Figure 4

Fluorescence immunohistochemical analysis of the accumulation of astrocytes and microglia in the rat ARC induced by icv UA perfusion.

(A,B) Immunofluorescence detection of the astrocyte marker GFAP protein (A) and of the microglial marker Iba-1 (B) in coronal sections of the rat hypothalamus (4 μm) from rats treated with icv saline as a control or with UA (3000 ng/ml, 10 μl) for 1, 3, 7 and 14 days. The low-magnification image is × 400 original magnification, which was used for the quantification of ARC astrocyte and microglia numbers. The white box indicates the region presented in the magnification below, which shows the activated morphology of the cells. (C) The astrocyte marker Gfap was quantified by qRT-PCR in rats treated with icv saline or UA (3000 ng/ml, 10 μl) perfusion for 1, 3, 7 and 14 days (n = 6 rats per group).
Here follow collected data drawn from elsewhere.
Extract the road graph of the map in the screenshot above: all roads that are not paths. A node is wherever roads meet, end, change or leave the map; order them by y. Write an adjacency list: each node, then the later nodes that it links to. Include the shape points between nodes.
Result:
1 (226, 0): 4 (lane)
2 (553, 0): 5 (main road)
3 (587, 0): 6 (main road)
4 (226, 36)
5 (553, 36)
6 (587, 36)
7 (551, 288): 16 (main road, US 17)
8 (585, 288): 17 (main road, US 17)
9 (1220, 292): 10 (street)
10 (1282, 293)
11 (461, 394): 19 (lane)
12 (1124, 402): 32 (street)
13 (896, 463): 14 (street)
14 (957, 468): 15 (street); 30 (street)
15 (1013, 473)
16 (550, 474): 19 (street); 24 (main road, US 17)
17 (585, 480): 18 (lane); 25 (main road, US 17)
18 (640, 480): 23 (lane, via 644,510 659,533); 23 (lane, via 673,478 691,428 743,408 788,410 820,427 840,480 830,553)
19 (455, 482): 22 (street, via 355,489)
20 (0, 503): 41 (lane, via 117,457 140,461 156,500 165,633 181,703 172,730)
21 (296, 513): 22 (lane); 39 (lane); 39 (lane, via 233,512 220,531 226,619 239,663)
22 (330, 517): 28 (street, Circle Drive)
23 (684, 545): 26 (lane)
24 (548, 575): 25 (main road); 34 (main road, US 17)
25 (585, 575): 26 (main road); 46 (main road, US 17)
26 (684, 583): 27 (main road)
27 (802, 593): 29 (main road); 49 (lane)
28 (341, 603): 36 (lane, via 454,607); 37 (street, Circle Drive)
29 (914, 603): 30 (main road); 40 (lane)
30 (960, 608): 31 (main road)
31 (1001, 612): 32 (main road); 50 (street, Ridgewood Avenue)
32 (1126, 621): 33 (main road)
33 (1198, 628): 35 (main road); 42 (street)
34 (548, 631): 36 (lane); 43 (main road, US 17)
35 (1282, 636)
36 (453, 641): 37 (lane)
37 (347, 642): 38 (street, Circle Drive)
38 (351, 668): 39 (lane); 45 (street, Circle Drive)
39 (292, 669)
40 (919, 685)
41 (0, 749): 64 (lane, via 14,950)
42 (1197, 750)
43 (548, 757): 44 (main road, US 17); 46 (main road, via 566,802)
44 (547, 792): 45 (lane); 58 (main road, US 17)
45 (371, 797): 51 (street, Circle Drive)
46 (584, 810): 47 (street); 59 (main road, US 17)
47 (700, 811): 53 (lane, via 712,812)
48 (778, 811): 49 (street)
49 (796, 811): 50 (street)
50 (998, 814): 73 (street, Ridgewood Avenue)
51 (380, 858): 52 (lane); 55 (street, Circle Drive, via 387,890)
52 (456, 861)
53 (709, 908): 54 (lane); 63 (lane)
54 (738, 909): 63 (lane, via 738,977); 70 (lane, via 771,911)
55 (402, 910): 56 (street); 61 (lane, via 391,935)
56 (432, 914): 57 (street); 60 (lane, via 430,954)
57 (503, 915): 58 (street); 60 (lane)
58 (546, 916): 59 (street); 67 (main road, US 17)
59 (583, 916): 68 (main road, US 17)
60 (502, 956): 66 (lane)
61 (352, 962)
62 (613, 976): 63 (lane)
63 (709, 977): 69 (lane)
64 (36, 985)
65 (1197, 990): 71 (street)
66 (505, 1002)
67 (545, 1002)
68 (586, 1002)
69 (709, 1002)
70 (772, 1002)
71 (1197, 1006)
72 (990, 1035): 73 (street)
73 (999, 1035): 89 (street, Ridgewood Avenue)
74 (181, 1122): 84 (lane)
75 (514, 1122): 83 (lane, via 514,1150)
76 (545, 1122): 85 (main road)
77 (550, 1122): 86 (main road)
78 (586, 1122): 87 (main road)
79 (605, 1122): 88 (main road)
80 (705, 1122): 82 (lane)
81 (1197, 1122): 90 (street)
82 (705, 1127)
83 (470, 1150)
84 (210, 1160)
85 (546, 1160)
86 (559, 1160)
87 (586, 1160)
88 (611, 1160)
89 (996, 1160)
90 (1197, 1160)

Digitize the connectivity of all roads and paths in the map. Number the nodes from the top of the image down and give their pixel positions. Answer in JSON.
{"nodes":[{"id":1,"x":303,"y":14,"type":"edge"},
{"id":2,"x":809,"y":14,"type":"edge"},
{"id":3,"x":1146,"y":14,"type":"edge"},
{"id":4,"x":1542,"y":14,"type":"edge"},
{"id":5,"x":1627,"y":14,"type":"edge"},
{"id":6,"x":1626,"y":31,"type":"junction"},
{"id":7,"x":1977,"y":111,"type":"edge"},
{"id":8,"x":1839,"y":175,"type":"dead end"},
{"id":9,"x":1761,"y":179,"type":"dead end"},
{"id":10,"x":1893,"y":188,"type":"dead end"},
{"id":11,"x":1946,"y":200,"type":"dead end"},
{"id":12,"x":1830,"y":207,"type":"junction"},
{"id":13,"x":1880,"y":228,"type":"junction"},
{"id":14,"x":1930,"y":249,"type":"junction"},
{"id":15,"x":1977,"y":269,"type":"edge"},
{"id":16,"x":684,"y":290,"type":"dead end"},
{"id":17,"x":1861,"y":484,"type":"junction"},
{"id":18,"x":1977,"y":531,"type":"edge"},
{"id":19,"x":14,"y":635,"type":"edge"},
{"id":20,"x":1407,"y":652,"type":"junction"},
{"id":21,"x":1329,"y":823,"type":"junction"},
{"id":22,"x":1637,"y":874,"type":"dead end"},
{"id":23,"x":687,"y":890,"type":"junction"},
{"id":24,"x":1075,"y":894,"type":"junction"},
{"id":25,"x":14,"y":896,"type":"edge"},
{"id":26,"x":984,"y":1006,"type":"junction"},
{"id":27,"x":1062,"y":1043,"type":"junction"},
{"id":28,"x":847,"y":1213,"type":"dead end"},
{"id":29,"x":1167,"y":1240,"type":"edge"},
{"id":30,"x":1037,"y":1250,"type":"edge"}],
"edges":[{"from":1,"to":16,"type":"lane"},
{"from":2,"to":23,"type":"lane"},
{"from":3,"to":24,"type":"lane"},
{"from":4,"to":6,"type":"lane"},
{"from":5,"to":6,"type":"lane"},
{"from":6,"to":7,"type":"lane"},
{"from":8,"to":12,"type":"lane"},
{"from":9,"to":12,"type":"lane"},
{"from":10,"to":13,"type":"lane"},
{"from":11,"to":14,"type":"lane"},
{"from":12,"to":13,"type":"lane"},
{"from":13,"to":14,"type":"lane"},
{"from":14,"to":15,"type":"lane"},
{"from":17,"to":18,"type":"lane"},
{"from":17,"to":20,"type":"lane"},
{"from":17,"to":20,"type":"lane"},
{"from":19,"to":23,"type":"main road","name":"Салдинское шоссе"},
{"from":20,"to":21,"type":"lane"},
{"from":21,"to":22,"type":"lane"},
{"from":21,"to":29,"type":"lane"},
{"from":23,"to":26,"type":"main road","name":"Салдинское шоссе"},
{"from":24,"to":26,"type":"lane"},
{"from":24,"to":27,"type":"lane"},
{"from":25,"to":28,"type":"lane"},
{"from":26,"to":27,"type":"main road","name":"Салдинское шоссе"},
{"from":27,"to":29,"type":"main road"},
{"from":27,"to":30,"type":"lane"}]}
The mRNA level of Gfap was quantified relative to Gapdh housekeeping gene expression and is presented as a fold change relative to the saline control [fold of control]. (D,E) The mean number of ARC astrocytes (D) and microglia (E) in the rats with icv administration of saline or UA were quantified in the whole region using a low-magnification view (n = 6 rats per group). All displayed values are the mean ± SEM. *P < 0.05; **P < 0.01; ***P < 0.001 versus normal saline control.